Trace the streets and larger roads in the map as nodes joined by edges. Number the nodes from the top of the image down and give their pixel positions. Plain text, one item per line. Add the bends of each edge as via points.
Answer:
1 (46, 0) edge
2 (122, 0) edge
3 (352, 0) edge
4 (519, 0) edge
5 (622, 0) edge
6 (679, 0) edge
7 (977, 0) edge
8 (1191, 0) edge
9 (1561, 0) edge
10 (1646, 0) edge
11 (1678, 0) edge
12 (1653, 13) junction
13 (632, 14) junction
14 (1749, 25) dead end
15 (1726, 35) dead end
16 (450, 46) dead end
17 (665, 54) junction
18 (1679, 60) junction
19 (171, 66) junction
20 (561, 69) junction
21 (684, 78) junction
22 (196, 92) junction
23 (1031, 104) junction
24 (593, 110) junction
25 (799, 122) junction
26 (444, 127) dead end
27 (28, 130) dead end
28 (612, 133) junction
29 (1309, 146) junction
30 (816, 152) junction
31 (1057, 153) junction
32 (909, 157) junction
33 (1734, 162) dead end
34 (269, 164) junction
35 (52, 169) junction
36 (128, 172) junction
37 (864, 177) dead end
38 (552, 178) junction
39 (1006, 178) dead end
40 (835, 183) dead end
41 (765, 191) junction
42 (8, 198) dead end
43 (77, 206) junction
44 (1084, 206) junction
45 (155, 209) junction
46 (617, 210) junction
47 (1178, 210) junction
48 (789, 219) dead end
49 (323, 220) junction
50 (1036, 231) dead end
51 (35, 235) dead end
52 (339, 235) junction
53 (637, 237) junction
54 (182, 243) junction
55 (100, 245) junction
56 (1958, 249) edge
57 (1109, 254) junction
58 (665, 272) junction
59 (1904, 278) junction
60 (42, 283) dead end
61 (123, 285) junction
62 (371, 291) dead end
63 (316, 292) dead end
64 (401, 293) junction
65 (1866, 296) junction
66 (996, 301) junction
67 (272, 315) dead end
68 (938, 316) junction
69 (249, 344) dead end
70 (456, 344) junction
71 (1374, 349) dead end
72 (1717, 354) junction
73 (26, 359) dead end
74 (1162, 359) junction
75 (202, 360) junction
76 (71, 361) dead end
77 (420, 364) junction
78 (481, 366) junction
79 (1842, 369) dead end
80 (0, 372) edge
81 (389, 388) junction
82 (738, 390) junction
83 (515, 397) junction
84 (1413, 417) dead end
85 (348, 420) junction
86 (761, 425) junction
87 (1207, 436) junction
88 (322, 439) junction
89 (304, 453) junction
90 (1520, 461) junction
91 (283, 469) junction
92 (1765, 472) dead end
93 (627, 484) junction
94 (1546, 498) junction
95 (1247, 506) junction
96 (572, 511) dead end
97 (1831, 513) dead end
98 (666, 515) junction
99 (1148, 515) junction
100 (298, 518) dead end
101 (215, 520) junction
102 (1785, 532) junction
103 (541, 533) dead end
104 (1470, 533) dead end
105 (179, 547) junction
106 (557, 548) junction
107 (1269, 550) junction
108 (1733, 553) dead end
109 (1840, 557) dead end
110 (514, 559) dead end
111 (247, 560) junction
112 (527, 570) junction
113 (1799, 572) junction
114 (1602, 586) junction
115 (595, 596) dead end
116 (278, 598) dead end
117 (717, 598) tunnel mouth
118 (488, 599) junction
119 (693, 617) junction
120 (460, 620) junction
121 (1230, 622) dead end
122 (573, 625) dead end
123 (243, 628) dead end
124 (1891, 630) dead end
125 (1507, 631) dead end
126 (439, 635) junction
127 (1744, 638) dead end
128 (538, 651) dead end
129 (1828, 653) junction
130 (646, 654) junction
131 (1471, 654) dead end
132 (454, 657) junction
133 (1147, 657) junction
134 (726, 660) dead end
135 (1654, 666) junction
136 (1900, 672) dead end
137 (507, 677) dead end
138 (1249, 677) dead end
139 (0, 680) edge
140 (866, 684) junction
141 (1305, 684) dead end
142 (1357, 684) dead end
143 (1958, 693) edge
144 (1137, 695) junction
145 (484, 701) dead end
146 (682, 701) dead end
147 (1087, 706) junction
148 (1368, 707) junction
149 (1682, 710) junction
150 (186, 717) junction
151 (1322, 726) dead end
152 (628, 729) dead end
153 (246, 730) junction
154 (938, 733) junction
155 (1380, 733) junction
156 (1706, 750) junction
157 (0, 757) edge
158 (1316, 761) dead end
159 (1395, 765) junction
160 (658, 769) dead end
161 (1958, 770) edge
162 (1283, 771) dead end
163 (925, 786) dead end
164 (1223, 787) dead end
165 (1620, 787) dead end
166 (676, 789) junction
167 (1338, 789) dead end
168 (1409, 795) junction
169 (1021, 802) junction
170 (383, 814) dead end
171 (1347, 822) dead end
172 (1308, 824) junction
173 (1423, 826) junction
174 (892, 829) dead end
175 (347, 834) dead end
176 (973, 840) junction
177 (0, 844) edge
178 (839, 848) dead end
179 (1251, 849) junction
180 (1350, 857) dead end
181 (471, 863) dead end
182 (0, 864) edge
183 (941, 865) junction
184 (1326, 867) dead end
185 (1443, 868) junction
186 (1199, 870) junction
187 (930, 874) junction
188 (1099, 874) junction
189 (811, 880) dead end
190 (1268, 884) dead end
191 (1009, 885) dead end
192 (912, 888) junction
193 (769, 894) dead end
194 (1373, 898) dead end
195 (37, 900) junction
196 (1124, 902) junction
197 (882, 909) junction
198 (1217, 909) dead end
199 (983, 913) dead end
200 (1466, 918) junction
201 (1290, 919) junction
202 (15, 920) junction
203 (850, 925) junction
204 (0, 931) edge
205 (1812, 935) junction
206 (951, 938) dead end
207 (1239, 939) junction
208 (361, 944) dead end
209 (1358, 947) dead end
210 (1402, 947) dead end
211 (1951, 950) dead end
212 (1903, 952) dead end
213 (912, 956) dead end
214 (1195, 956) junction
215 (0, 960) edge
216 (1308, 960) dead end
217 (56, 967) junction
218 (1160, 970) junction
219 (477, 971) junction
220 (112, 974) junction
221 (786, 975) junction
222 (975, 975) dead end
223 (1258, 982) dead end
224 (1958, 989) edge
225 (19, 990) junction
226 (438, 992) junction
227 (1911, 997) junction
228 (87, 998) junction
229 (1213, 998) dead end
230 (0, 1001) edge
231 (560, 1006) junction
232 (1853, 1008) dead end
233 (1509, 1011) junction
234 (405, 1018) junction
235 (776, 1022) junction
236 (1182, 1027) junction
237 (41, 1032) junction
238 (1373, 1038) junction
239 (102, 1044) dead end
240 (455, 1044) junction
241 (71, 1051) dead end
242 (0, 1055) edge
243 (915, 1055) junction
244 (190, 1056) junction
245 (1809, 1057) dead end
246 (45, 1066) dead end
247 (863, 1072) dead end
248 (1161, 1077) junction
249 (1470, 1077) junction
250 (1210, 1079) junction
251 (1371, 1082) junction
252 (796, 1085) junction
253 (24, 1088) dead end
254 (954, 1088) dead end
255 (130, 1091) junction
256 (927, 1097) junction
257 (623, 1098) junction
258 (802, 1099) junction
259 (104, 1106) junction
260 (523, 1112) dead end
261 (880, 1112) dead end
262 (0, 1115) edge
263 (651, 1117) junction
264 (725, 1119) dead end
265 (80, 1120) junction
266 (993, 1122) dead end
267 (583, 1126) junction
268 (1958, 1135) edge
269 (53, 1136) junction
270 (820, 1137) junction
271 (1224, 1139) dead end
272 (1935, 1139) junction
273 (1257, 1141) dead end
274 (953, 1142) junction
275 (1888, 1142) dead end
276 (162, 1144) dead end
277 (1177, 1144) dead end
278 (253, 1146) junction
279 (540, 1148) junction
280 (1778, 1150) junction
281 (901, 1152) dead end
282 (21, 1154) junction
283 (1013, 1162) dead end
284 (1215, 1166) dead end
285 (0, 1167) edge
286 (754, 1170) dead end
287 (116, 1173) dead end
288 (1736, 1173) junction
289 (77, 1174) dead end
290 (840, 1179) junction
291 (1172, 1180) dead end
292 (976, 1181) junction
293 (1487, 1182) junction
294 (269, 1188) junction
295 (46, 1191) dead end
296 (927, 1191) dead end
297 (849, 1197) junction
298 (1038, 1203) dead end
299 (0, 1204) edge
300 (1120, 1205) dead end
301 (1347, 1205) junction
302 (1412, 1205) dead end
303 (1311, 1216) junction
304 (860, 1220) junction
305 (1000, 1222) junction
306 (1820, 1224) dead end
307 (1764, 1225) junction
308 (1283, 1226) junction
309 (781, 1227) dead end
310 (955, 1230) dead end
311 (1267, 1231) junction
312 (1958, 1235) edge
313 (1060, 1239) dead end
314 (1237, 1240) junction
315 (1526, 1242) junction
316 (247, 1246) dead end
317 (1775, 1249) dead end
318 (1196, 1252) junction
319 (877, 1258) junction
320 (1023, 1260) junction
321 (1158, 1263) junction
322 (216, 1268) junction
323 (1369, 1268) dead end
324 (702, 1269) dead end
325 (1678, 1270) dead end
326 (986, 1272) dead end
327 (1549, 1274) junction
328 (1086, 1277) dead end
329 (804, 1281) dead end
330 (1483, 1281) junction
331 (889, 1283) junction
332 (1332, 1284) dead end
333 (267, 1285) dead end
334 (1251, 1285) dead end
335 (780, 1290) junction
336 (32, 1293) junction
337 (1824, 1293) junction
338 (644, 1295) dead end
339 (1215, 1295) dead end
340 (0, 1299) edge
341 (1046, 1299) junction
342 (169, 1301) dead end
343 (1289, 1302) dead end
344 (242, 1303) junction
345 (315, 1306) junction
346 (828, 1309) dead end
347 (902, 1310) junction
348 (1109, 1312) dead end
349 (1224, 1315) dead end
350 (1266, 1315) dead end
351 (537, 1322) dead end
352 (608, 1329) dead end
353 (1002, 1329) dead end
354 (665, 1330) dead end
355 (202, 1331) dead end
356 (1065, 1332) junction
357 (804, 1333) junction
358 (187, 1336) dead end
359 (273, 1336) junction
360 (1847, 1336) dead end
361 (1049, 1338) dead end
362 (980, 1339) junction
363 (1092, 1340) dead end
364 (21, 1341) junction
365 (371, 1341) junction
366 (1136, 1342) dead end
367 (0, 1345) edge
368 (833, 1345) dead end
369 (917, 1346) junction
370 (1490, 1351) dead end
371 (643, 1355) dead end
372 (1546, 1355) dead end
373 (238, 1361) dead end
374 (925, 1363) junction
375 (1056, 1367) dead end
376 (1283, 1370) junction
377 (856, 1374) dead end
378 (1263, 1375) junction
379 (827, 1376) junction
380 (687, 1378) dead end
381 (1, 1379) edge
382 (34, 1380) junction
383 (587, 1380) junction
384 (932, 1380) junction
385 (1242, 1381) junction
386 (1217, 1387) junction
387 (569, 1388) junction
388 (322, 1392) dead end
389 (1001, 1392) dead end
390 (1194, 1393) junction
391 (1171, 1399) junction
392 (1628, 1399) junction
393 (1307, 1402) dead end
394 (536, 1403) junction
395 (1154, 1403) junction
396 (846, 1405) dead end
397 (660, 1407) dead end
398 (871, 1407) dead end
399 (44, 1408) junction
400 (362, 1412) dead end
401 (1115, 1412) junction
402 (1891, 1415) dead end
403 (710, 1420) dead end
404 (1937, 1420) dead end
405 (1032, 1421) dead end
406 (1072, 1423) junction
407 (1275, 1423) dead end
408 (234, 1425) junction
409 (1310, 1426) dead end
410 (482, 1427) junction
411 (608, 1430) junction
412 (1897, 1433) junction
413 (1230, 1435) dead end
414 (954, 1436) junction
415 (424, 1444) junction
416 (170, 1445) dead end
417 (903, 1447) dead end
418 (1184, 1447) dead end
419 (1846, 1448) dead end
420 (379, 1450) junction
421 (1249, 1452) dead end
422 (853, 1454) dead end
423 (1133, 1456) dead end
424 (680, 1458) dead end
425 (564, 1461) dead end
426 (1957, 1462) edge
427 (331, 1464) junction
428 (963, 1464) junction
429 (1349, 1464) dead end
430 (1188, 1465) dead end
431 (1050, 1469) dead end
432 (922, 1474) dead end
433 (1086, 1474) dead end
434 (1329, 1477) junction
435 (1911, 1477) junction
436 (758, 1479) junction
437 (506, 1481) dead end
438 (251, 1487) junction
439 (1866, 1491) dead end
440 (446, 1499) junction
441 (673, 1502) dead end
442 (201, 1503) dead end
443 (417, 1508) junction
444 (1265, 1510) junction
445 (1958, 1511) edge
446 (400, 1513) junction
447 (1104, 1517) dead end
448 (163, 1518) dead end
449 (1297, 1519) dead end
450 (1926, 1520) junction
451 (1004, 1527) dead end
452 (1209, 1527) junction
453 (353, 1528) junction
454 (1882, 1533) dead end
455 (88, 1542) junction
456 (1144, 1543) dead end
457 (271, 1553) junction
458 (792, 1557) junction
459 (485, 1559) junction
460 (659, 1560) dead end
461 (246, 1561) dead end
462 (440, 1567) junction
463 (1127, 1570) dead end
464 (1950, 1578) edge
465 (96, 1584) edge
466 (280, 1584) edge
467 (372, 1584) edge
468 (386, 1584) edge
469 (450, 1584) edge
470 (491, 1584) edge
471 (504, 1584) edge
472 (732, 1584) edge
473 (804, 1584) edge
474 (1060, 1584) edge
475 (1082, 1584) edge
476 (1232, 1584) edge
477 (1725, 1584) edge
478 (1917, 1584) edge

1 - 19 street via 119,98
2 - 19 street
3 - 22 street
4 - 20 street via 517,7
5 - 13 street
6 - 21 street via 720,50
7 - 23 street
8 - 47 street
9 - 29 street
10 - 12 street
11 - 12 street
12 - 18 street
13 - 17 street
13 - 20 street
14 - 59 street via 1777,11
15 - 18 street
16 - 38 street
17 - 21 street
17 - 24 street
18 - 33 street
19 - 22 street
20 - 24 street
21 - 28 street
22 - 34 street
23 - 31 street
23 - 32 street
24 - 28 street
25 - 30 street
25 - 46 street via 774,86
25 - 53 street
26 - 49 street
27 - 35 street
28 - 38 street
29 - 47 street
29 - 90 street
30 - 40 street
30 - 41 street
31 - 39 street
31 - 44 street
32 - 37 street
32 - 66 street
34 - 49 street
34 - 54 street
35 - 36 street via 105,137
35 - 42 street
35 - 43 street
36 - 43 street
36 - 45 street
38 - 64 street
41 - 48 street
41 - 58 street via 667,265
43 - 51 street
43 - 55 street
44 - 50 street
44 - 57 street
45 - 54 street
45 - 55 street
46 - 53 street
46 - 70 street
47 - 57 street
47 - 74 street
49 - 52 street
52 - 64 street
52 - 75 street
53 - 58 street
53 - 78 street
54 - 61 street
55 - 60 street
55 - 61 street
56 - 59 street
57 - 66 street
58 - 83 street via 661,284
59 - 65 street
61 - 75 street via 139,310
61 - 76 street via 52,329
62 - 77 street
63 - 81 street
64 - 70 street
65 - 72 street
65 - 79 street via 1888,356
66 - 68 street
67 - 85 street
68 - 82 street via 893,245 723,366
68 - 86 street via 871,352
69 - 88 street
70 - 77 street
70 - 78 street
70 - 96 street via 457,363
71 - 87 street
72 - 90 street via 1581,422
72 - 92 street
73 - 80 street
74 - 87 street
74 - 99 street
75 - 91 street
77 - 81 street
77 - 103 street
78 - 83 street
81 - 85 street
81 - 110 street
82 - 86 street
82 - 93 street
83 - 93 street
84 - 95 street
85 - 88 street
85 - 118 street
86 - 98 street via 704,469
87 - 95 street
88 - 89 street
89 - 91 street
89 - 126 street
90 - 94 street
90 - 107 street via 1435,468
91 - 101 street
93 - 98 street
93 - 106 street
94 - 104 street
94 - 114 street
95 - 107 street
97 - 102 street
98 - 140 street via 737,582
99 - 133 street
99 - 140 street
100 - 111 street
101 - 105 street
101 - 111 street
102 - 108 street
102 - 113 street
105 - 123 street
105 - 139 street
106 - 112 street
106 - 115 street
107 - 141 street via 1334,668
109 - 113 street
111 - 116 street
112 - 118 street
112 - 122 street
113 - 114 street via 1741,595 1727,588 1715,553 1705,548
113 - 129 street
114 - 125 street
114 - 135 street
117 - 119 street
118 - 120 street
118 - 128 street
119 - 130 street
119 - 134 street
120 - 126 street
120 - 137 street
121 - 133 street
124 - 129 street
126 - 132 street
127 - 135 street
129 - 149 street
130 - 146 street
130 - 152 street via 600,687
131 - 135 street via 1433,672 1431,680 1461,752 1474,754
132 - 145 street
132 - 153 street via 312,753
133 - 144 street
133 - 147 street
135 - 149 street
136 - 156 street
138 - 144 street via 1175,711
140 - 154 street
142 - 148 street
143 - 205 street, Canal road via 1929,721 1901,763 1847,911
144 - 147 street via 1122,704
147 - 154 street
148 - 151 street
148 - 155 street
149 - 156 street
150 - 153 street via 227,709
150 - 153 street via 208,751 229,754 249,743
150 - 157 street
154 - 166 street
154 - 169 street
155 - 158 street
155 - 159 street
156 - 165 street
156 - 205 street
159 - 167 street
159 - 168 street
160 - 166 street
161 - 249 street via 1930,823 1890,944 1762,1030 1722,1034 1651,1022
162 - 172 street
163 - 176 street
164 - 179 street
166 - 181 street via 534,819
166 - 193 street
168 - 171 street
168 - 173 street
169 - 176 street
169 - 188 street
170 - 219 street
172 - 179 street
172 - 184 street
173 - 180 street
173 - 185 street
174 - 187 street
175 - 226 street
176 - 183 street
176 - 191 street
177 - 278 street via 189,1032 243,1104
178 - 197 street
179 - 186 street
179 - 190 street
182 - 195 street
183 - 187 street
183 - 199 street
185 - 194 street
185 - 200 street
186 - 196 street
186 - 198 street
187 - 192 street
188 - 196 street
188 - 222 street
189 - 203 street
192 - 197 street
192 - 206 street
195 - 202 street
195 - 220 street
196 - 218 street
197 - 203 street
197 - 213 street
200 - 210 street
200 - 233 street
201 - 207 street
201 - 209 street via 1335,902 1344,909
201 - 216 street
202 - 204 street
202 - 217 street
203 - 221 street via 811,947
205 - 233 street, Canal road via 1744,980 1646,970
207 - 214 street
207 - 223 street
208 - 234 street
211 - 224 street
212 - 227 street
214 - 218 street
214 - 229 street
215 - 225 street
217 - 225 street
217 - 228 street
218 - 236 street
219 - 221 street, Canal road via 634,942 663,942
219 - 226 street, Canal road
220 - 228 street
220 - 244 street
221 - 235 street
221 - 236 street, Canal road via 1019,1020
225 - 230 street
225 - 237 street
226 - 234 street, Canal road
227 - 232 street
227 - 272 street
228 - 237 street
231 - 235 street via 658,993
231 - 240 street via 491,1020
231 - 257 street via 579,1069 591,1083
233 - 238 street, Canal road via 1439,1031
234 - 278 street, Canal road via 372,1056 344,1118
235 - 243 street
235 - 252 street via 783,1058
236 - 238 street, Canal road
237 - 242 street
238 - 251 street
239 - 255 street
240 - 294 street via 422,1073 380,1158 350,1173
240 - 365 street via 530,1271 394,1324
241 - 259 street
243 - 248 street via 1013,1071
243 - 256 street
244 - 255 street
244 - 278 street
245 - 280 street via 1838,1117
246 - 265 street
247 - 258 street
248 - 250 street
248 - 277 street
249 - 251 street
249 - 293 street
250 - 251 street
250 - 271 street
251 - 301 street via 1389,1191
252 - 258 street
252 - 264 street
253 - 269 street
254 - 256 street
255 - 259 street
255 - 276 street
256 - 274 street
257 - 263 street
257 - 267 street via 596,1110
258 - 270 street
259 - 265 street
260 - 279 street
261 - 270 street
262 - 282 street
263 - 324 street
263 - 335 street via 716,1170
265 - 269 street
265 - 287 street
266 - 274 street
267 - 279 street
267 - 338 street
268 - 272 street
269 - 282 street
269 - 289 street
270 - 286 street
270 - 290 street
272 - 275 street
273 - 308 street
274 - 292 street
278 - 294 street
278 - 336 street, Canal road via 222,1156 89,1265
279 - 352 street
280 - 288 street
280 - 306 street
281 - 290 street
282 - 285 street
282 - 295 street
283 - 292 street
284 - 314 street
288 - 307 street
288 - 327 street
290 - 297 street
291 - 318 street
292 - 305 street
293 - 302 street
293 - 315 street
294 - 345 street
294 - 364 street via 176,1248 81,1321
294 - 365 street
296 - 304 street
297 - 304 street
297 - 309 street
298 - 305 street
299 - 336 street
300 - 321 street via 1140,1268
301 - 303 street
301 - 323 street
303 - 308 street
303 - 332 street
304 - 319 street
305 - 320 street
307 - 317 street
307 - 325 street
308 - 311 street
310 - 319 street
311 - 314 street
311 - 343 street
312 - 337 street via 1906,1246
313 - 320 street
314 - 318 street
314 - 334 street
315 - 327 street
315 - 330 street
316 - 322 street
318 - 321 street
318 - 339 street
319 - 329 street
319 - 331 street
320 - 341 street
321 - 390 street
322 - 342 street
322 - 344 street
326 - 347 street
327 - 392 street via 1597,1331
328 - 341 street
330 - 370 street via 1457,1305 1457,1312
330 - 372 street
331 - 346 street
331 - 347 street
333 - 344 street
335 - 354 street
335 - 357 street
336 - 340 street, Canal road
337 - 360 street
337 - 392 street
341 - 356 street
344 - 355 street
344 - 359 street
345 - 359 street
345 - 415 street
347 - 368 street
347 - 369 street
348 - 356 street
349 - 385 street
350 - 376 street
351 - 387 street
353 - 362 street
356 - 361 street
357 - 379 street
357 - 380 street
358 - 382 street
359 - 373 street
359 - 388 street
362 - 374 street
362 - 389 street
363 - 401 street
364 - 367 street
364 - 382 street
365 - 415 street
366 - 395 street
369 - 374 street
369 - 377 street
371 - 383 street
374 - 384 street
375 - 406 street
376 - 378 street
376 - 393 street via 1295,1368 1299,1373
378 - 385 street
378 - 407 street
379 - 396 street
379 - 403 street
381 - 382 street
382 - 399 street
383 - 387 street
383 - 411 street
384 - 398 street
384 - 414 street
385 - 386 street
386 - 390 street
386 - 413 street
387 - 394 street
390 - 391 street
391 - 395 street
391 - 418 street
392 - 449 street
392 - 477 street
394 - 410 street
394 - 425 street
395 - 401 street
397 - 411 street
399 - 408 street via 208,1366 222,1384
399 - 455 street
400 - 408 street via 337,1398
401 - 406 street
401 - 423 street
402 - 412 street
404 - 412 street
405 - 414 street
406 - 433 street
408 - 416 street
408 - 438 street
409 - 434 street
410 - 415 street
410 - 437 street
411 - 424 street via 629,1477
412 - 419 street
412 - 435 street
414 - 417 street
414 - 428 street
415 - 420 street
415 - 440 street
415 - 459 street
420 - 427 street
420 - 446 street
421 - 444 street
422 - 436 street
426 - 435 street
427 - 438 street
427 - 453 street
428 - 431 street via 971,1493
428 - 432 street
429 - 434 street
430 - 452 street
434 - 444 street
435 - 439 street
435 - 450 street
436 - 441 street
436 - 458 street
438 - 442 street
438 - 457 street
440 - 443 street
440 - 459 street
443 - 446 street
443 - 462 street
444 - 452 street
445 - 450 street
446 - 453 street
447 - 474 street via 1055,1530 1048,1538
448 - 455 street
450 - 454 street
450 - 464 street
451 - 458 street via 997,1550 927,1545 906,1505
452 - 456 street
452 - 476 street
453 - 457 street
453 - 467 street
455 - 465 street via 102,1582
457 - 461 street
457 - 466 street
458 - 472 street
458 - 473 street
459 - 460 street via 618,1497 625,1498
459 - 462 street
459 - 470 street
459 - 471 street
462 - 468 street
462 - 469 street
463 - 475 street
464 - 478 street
+===+
## TASK TO CARRY OUT
Copy every line of the entries in which "Canal" can be found.

## TASK RESULT
143 - 205 street, Canal road via 1929,721 1901,763 1847,911
205 - 233 street, Canal road via 1744,980 1646,970
219 - 221 street, Canal road via 634,942 663,942
219 - 226 street, Canal road
221 - 236 street, Canal road via 1019,1020
226 - 234 street, Canal road
233 - 238 street, Canal road via 1439,1031
234 - 278 street, Canal road via 372,1056 344,1118
236 - 238 street, Canal road
278 - 336 street, Canal road via 222,1156 89,1265
336 - 340 street, Canal road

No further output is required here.